Nonprofits with Separately Reporting Affiliates
In a previous post, we discussed how NPI evaluates cost per beneficiary. Cost per beneficiary is not a number to be compared directly across organizations but rather as a way to understand how much it costs a nonprofit to deliver its specific services and generate its specific impact.
Some larger nonprofits are structured as multiple entities, with a parent organization and affiliate organizations filing separately with the IRS. Parent or headquarter organizations provide a wide spectrum of services to affiliates which may include training, planning, research, marketing and advertising. While there are valid reasons for structuring an organization like this, detailed disclosures are required to understand how the impact of the organization relates to the financial input to the parent vs. affiliates.
For a nonprofit with a single-entity corporate structure, we calculate: Cost per Beneficiary = (Total Cost to Deliver Services) / (Number of Beneficiaries Served), where time periods for numerator and denominator must match.
For a nonprofit with separately reporting affiliates, there are several ways to calculate and evaluate cost per beneficiary. Because supporters of a nonprofit have many different priorities and also have the ability to decide which entity to support, certain approaches may be more relevant than others:
- Evaluate a single affiliate. Many affiliates of the same nonprofit may operate very differently or operate in very different contexts. For example, The Boys & Girls Club of the Peninsula addresses a specific geographic community and may provide different programs and generate different results than other Boys & Girls Club locations.
- Evaluate the parent organization. A nonprofit may be able to measure and disclose the impact attributable to the parent organization itself. For example, the KIPP Foundation makes clear that KIPP schools report results separately and that the parent organization provides services to the affiliate organizations.
- Evaluate the consolidated organization. Evaluating the consolidated financials of the parent and affiliates and the total impact of the parent and affiliates provides a holistic view of the organization and model.
While approach number three provides the broadest view of an overall organization and its impact, it also requires the nonprofit to provide detailed disclosures that go beyond statutory requirements.
Here's how we look at consolidating the key numbers for this calculation:
Consolidating the Numerator (Cost to Deliver Services). The total cost to deliver services for the entire organization consists of the sum of all parent expenses plus all affiliate expenses, minus any overlap in expenses (e.g. grants provided from the parent to affiliates). While the sum of all parent expenses plus all affiliate expenses is easy to calculate from IRS filings, the overlap in expenses is not always clear from the IRS Form 990 and typically requires additional disclosures by the nonprofit.

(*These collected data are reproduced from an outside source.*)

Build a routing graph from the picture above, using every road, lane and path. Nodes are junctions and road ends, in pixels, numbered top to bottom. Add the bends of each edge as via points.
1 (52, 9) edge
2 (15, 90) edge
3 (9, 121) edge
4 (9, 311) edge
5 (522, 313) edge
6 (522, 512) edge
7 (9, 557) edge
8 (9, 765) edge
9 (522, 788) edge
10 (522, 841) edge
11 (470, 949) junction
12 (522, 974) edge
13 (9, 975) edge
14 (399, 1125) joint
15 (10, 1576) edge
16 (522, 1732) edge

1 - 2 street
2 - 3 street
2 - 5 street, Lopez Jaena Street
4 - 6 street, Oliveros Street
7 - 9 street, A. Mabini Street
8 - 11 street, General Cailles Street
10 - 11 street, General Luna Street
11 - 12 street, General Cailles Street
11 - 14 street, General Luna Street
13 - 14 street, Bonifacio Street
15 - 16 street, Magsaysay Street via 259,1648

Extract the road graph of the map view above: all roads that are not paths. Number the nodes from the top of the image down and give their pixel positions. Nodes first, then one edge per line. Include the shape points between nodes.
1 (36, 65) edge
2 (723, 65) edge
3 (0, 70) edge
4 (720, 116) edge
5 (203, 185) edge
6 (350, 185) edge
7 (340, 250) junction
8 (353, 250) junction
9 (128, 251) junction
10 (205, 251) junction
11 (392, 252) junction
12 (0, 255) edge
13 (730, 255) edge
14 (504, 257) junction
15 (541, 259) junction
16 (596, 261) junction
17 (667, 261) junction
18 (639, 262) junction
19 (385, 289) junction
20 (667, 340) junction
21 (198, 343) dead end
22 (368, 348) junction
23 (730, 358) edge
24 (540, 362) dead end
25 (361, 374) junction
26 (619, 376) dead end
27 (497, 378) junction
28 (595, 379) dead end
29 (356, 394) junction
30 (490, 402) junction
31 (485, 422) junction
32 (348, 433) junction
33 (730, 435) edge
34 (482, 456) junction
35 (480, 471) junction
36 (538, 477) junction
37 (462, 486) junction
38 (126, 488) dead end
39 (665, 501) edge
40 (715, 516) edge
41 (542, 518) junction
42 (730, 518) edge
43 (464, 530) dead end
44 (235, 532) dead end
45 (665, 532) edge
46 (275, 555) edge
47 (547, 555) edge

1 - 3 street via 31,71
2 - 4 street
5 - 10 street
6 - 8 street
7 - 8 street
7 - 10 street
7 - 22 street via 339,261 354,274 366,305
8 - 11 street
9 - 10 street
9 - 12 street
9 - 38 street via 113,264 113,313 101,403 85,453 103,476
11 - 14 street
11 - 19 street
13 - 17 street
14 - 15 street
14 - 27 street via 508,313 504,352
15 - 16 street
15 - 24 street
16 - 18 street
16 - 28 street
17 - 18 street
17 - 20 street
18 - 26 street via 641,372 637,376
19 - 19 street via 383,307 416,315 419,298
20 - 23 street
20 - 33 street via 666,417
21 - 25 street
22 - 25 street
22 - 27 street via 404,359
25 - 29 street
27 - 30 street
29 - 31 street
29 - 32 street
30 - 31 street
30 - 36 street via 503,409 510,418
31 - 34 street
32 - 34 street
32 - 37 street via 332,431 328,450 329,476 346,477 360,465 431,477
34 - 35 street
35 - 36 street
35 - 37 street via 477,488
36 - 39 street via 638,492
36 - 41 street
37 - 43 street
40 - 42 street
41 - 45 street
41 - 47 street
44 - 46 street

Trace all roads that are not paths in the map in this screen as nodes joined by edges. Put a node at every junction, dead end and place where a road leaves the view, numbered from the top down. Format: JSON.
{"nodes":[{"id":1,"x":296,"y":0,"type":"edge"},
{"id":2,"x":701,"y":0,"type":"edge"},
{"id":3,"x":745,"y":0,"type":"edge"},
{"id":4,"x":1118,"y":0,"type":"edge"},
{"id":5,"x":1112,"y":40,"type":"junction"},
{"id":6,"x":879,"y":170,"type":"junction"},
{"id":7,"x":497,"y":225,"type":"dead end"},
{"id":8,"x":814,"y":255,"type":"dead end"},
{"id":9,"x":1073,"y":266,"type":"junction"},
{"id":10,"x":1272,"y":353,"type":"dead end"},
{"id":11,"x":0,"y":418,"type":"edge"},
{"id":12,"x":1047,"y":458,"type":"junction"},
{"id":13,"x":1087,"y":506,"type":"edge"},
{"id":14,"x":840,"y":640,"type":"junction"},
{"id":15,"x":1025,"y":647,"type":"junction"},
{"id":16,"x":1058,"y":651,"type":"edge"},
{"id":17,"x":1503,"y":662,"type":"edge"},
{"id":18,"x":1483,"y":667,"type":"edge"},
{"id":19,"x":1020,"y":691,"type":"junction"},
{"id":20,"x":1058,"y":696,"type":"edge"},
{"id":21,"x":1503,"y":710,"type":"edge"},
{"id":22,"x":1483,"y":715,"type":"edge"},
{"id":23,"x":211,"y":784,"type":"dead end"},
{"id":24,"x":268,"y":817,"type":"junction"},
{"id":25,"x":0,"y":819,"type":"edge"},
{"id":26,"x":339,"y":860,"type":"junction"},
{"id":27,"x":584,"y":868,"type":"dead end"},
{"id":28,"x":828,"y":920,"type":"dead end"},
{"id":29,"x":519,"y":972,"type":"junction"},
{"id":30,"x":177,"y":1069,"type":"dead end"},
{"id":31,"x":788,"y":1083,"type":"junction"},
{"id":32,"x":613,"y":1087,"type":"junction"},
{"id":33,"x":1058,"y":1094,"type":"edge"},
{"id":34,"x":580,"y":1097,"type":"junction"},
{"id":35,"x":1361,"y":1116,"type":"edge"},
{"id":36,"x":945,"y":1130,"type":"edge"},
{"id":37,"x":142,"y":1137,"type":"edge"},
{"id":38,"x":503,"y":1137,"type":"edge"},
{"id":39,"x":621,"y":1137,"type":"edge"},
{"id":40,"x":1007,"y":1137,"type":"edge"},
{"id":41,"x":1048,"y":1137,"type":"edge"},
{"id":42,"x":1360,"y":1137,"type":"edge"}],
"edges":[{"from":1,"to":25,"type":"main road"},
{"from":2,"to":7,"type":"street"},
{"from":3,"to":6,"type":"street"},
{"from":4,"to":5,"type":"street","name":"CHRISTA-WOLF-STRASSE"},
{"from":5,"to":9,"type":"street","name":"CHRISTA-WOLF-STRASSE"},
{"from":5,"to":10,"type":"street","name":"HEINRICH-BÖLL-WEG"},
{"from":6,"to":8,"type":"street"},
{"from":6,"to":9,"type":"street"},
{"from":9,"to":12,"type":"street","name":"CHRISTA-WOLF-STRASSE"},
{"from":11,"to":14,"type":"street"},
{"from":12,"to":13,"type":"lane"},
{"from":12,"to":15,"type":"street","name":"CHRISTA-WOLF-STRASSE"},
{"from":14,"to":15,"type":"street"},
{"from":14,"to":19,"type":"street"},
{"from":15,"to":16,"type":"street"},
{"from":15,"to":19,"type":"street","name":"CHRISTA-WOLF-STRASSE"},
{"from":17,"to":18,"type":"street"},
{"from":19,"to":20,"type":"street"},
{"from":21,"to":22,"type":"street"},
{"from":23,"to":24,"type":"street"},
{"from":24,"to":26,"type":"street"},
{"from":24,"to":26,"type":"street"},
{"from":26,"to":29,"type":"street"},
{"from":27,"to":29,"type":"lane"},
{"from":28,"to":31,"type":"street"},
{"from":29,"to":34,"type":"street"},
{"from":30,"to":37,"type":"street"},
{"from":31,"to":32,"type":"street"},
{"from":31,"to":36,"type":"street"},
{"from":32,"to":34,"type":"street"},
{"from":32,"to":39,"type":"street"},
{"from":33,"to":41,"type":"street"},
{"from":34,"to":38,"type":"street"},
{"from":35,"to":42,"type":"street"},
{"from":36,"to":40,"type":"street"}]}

Consolidating the Denominator (Number of Beneficiaries Served). While determining total number of beneficiaries served by a parent organization and affiliates may seem like a simple addition exercise, the reality is that the total number is only as good as the quality of the underlying numbers plus the methodology used to aggregate the data (either by the nonprofit or an outside evaluator). Additionally, if the data is aggregated by the nonprofit itself, transparency into that process and consistent disclosure of source numbers is necessary to provide credibility to the data.
While there are many approaches to evaluating nonprofits with affiliate structures, above all, it is the responsibility of nonprofits with this type of structure to clearly distinguish which impact metrics are attributable to which part of the organization. Below are nonprofits evaluated by NPI which have separately reporting affiliates. Please note that NPI has continued to evolve its thoughts around nonprofit evaluation. As we have learned more about affiliate structures, some of our research will be revised (noted below) to reflect what we have learned.
Here are the nonprofits with affiliate structures that we have reviewed and how we evaluated them:
- Accion USA. Several other organizations share the Accion name but Accion USA's revenues and expenses are specific to Accion USA. NPI's report on Accion USA is an evaluation of Accion USA and not its affiliates.
- Boys & Girls Club of the Peninsula. NPI evaluated the Peninsula entity only.
- Dress for Success. NPI's initial evaluation of Dress for Success was published over a year ago and is now being re-evaluated, with additional focus on the ramifications of their affiliate structure.
- Endeavor Global. Endeavor Global clearly distinguishes between Endeavor Global and the rest of the Endeavor organization. While disclosures allow us to approximate the correlation between financial input and results achieved, NPI's report recommends additional disclosures around the amount of funding provided from the parent organization to the affiliate organizations. This issue was not significant enough to preclude NPI's "BUY" rating on Endeavor Global.
- KIPP Foundation. KIPP Foundation makes clear disclosures regarding programs provided by KIPP Foundation vs. KIPP schools. NPI's report focuses on the Foundation's operations and distinguishes between results attributable to KIPP schools.
- Reading is Fundamental. NPI's initial evaluation of Reading is Fundamental was published four months ago and is now being re-evaluated, with additional focus on the ramifications of their affiliate structure.
- VisionSpring. NPI report recommends clearer documentation regarding VisionSpring India affiliate in order to provide assurance that disclosed results are entirely attributable to donations to the U.S. organization.